WHAT YOU HAVE TO DO: Your task is to copy each line of the records that includes the string "them".

DATASET RECORDS:
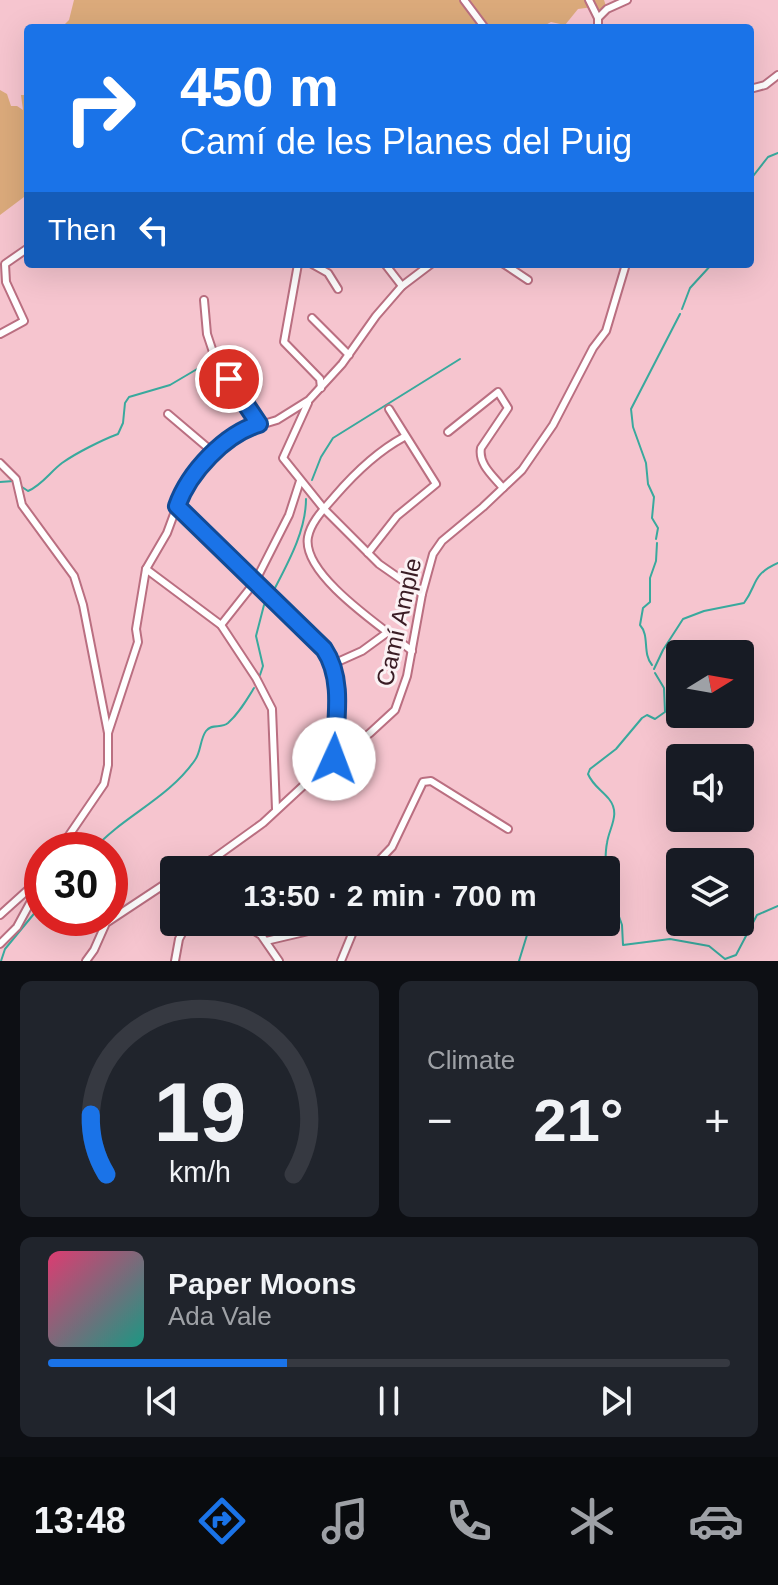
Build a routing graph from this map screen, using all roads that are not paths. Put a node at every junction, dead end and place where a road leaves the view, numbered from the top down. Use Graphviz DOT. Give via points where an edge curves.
graph roads {
  1 [pos="464,0"];
  2 [pos="589,0"];
  3 [pos="627,0"];
  4 [pos="598,18"];
  5 [pos="482,24"];
  6 [pos="598,24"];
  7 [pos="778,75"];
  8 [pos="754,89"];
  9 [pos="24,251"];
  10 [pos="297,268"];
  11 [pos="319,268"];
  12 [pos="388,268"];
  13 [pos="426,268"];
  14 [pos="510,268"];
  15 [pos="625,268"];
  16 [pos="528,280"];
  17 [pos="402,286"];
  18 [pos="338,289"];
  19 [pos="204,300"];
  20 [pos="312,318"];
  21 [pos="0,334"];
  22 [pos="349,355"];
  23 [pos="321,389"];
  24 [pos="309,400"];
  25 [pos="389,409"];
  26 [pos="168,414"];
  27 [pos="259,424"];
  28 [pos="448,432"];
  29 [pos="404,437"];
  30 [pos="214,453"];
  31 [pos="0,463"];
  32 [pos="300,481"];
  33 [pos="503,488"];
  34 [pos="177,506"];
  35 [pos="324,509"];
  36 [pos="368,553"];
  37 [pos="146,569"];
  38 [pos="255,582"];
  39 [pos="422,594"];
  40 [pos="221,625"];
  41 [pos="388,632"];
  42 [pos="412,651"];
  43 [pos="333,664"];
  44 [pos="108,733"];
  45 [pos="334,759"];
  46 [pos="276,809"];
  47 [pos="508,829"];
  48 [pos="70,832"];
  49 [pos="217,856"];
  50 [pos="383,856"];
  51 [pos="160,887"];
  52 [pos="24,893"];
  53 [pos="0,915"];
  54 [pos="24,915"];
  55 [pos="181,936"];
  56 [pos="262,936"];
  57 [pos="287,936"];
  58 [pos="351,936"];
  59 [pos="266,941"];
  60 [pos="0,944"];
  61 [pos="86,961"];
  62 [pos="175,961"];
  63 [pos="279,961"];
  64 [pos="341,961"];
  1 -- 5 [label="street"];
  2 -- 4 [label="street"];
  3 -- 4 [label="street"];
  4 -- 6 [label="street"];
  7 -- 8 [label="street"];
  9 -- 21 [label="street" via="5,264 6,282 24,321"];
  10 -- 23 [label="street" via="284,342 320,379"];
  11 -- 18 [label="street"];
  12 -- 17 [label="street"];
  13 -- 17 [label="street"];
  14 -- 16 [label="street"];
  15 -- 33 [label="street, Camí Ample" via="606,331 553,425"];
  17 -- 22 [label="street"];
  19 -- 27 [label="street" via="214,355"];
  20 -- 22 [label="street"];
  22 -- 23 [label="street"];
  23 -- 24 [label="street"];
  24 -- 27 [label="street" via="277,420"];
  24 -- 32 [label="street" via="283,458"];
  25 -- 29 [label="street"];
  26 -- 30 [label="street"];
  27 -- 30 [label="street"];
  28 -- 33 [label="street" via="498,392 508,408 481,448 482,463"];
  29 -- 35 [label="street" via="370,461"];
  29 -- 36 [label="street" via="436,484 397,516"];
  30 -- 34 [label="street"];
  31 -- 44 [label="street" via="16,479 22,505 74,576"];
  32 -- 35 [label="street"];
  32 -- 38 [label="street"];
  33 -- 39 [label="street, Camí Ample" via="442,541"];
  34 -- 37 [label="street"];
  34 -- 38 [label="street"];
  35 -- 36 [label="street"];
  35 -- 41 [label="street" via="308,534 310,557 338,591"];
  36 -- 39 [label="street"];
  37 -- 40 [label="street"];
  37 -- 44 [label="street" via="138,642"];
  38 -- 40 [label="street"];
  38 -- 43 [label="street"];
  39 -- 42 [label="street, Camí Ample"];
  40 -- 46 [label="street" via="272,709"];
  41 -- 42 [label="street"];
  41 -- 43 [label="street"];
  42 -- 45 [label="street, Camí Ample" via="395,710"];
  43 -- 45 [label="street"];
  44 -- 48 [label="street" via="104,784"];
  45 -- 49 [label="street, Camí Ample"];
  47 -- 50 [label="street" via="431,781 423,782"];
  51 -- 61 [label="street" via="106,923"];
  52 -- 53 [label="street"];
  54 -- 60 [label="street"];
  55 -- 62 [label="street"];
  56 -- 59 [label="street"];
  57 -- 59 [label="street"];
  58 -- 64 [label="street"];
  59 -- 63 [label="street"];
}
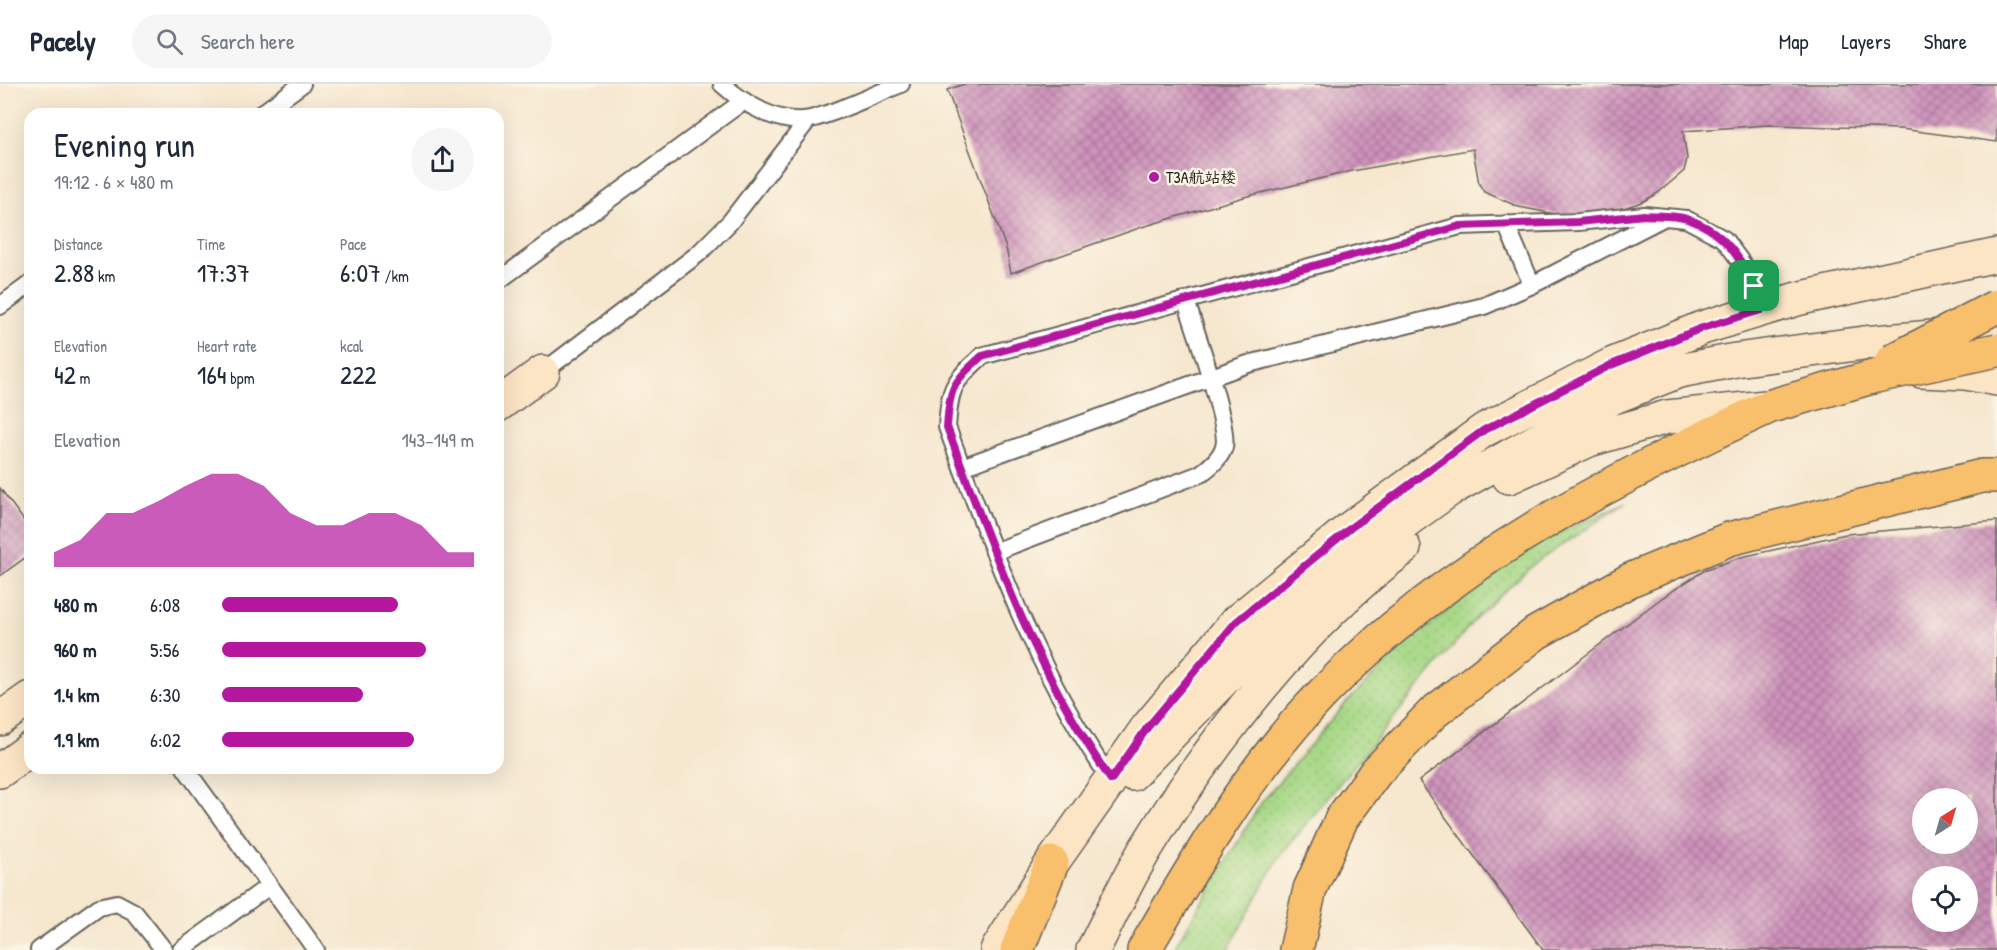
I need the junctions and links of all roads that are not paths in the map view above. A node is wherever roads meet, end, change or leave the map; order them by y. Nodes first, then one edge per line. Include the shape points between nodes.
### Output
1 (302, 84) edge
2 (722, 84) edge
3 (901, 84) edge
4 (742, 102) junction
5 (269, 108) edge
6 (808, 120) junction
7 (1667, 217) junction
8 (1506, 224) junction
9 (1997, 255) edge
10 (504, 277) edge
11 (1532, 285) junction
12 (24, 288) edge
13 (1186, 301) junction
14 (0, 306) edge
15 (1997, 306) edge
16 (1761, 310) junction
17 (1997, 335) edge
18 (1997, 350) edge
19 (1679, 370) junction
20 (543, 372) joint
21 (1997, 374) edge
22 (1876, 376) junction
23 (1209, 378) junction
24 (1997, 379) edge
25 (1843, 386) junction
26 (504, 401) edge
27 (1771, 406) junction
28 (962, 467) junction
29 (1997, 476) edge
30 (994, 552) junction
31 (24, 702) edge
32 (0, 719) edge
33 (24, 753) edge
34 (0, 771) edge
35 (189, 774) edge
36 (1111, 780) junction
37 (1083, 820) junction
38 (1052, 863) junction
39 (269, 886) junction
40 (39, 950) edge
41 (164, 950) edge
42 (181, 950) edge
43 (316, 950) edge
44 (997, 950) edge
45 (1017, 950) edge
46 (1093, 950) edge
47 (1144, 950) edge
48 (1296, 950) edge

1 - 5 lane
2 - 4 lane
3 - 6 lane
4 - 6 lane via 773,116
4 - 10 lane
6 - 20 lane via 730,222 698,254
7 - 8 lane
7 - 11 lane
7 - 16 lane via 1686,219 1724,239 1744,266
8 - 11 lane
8 - 13 lane via 1460,226
9 - 16 main road
11 - 23 lane via 1484,306 1248,364
12 - 14 lane
13 - 23 lane
13 - 28 lane via 982,356 963,373 950,393 947,427
15 - 25 highway, bridge
16 - 36 main road via 1702,328 1611,365 1484,430 1353,526 1236,622 1147,728
17 - 19 main road via 1864,343
18 - 22 highway, bridge
19 - 24 main road via 1818,366 1966,373
19 - 37 main road via 1614,397 1530,442 1449,490 1353,559 1260,642 1160,747
20 - 26 main road
21 - 22 highway, bridge
22 - 25 highway, bridge
23 - 28 lane
23 - 30 lane via 1226,432 1224,446 1210,467
25 - 27 highway, bridge
27 - 46 main road via 1667,417 1589,440 1516,473 1447,516 1377,568 1308,636 1239,715 1147,846
27 - 47 highway via 1656,459 1543,522 1389,632 1323,693 1273,751
28 - 30 lane
29 - 48 highway via 1982,476 1860,504 1729,538 1630,580 1536,633 1433,713 1376,772 1342,818 1310,889
30 - 36 lane via 1021,620 1062,700
31 - 32 main road
33 - 34 main road
35 - 39 lane
36 - 37 main road
37 - 38 main road
38 - 44 main road
38 - 45 highway
39 - 42 lane
39 - 43 lane
40 - 41 lane via 109,903 134,912

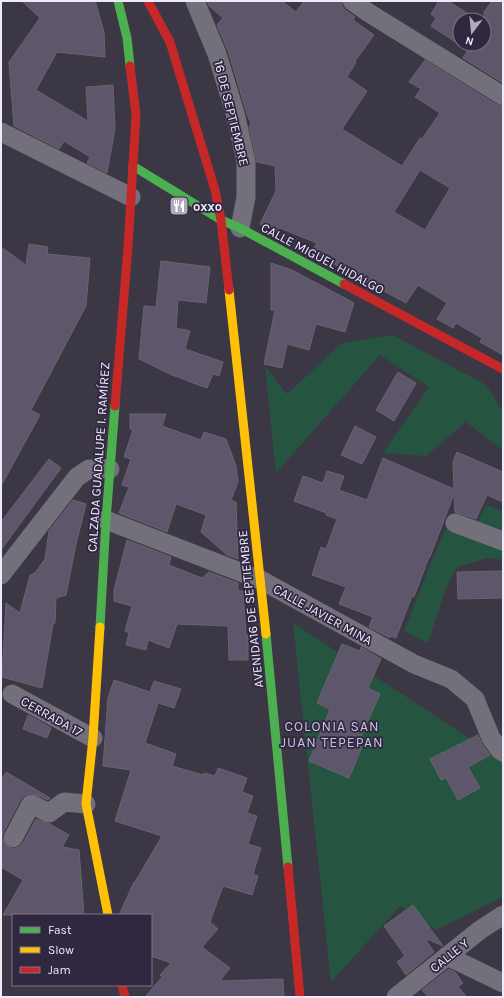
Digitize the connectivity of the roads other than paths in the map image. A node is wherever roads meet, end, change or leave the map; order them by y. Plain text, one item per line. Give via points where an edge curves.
1 (118, 1) edge
2 (148, 1) edge
3 (195, 1) edge
4 (352, 1) edge
5 (373, 7) edge
6 (503, 96) edge
7 (1, 132) edge
8 (133, 166) junction
9 (131, 197) junction
10 (221, 220) junction
11 (240, 228) junction
12 (503, 369) edge
13 (110, 469) junction
14 (106, 520) junction
15 (455, 523) dead end
16 (503, 541) edge
17 (1, 575) edge
18 (261, 580) junction
19 (12, 694) dead end
20 (93, 738) junction
21 (503, 752) edge
22 (86, 804) junction
23 (13, 838) dead end
24 (108, 914) edge
25 (503, 915) edge
26 (447, 956) junction
27 (503, 983) edge
28 (122, 986) edge
29 (125, 997) edge
30 (300, 997) edge
31 (396, 997) edge

1 - 8 main road, CALZADA GUADALUPE I. RAMÍREZ via 127,38 136,115
2 - 10 main road via 170,42 215,190
3 - 11 street, 16 DE SEPTIEMBRE via 217,54 246,161 246,197
4 - 5 street
5 - 6 street
7 - 9 street
8 - 9 main road, CALZADA GUADALUPE I. RAMÍREZ
8 - 10 main road, CALLE MIGUEL HIDALGO
9 - 13 main road, CALZADA GUADALUPE I. RAMÍREZ
10 - 11 main road, CALLE MIGUEL HIDALGO
10 - 18 main road, AVENIDA16 DE SEPTIEMBRE
11 - 12 main road, CALLE MIGUEL HIDALGO
13 - 14 main road, CALZADA GUADALUPE I. RAMÍREZ
13 - 17 street via 89,469 77,477
14 - 18 street, CALLE JAVIER MINA
14 - 20 main road, CALZADA GUADALUPE I. RAMÍREZ
15 - 16 street
18 - 21 street, CALLE JAVIER MINA via 414,664 451,679 474,699 491,738
18 - 30 main road, AVENIDA16 DE SEPTIEMBRE
19 - 20 street, CERRADA 17
20 - 22 main road, CALZADA GUADALUPE I. RAMÍREZ
22 - 23 street via 64,802 49,813 31,804
22 - 24 main road, CALZADA GUADALUPE I. RAMÍREZ
25 - 26 street, CALLE Y
26 - 27 street
26 - 31 street, CALLE Y
28 - 29 main road

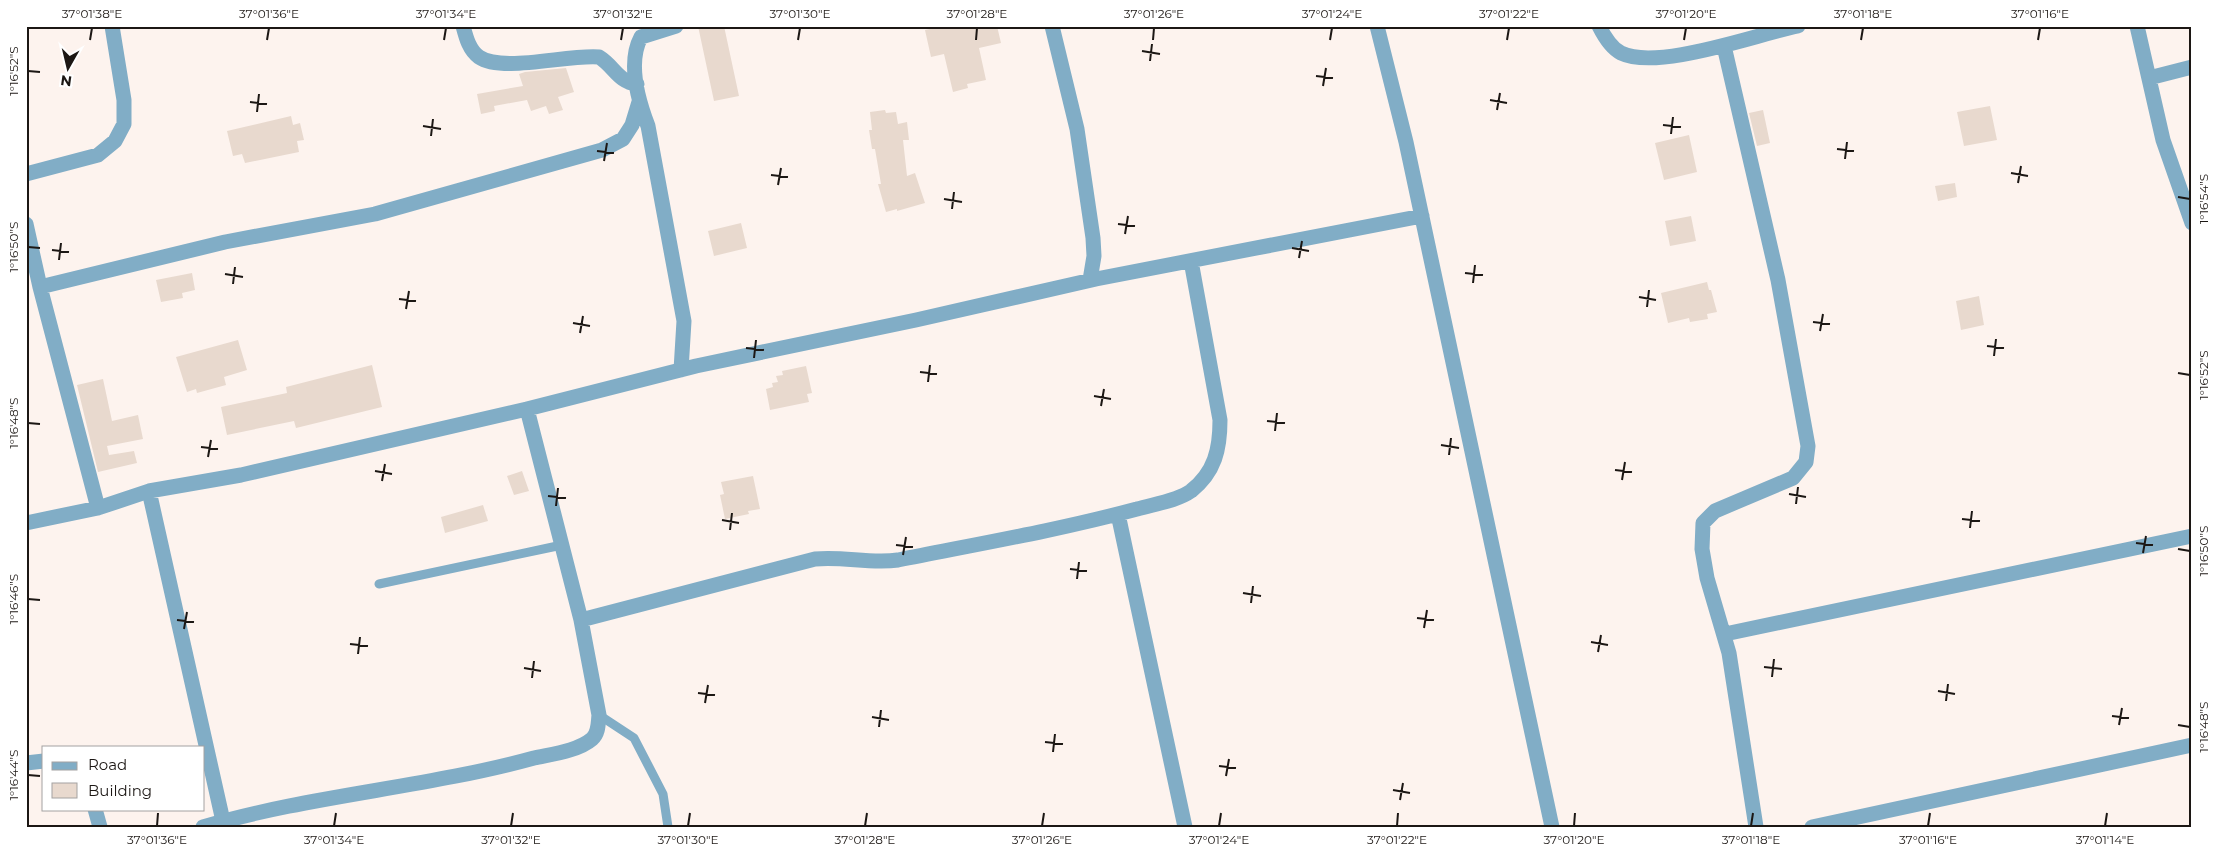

ANSWER BOX:
I need the junctions and links of all roads that are not paths in the map view above. A node is wherever roads meet, end, change or leave the map; order them by y. Nodes first, then one edge per line. Include the shape points between nodes.
Digitize the connectivity of the roads other than paths in the map image. A node is wherever roads meet, end, change or leave the map; order them by y. Plain text, one item per line. Give via points where an edge curves.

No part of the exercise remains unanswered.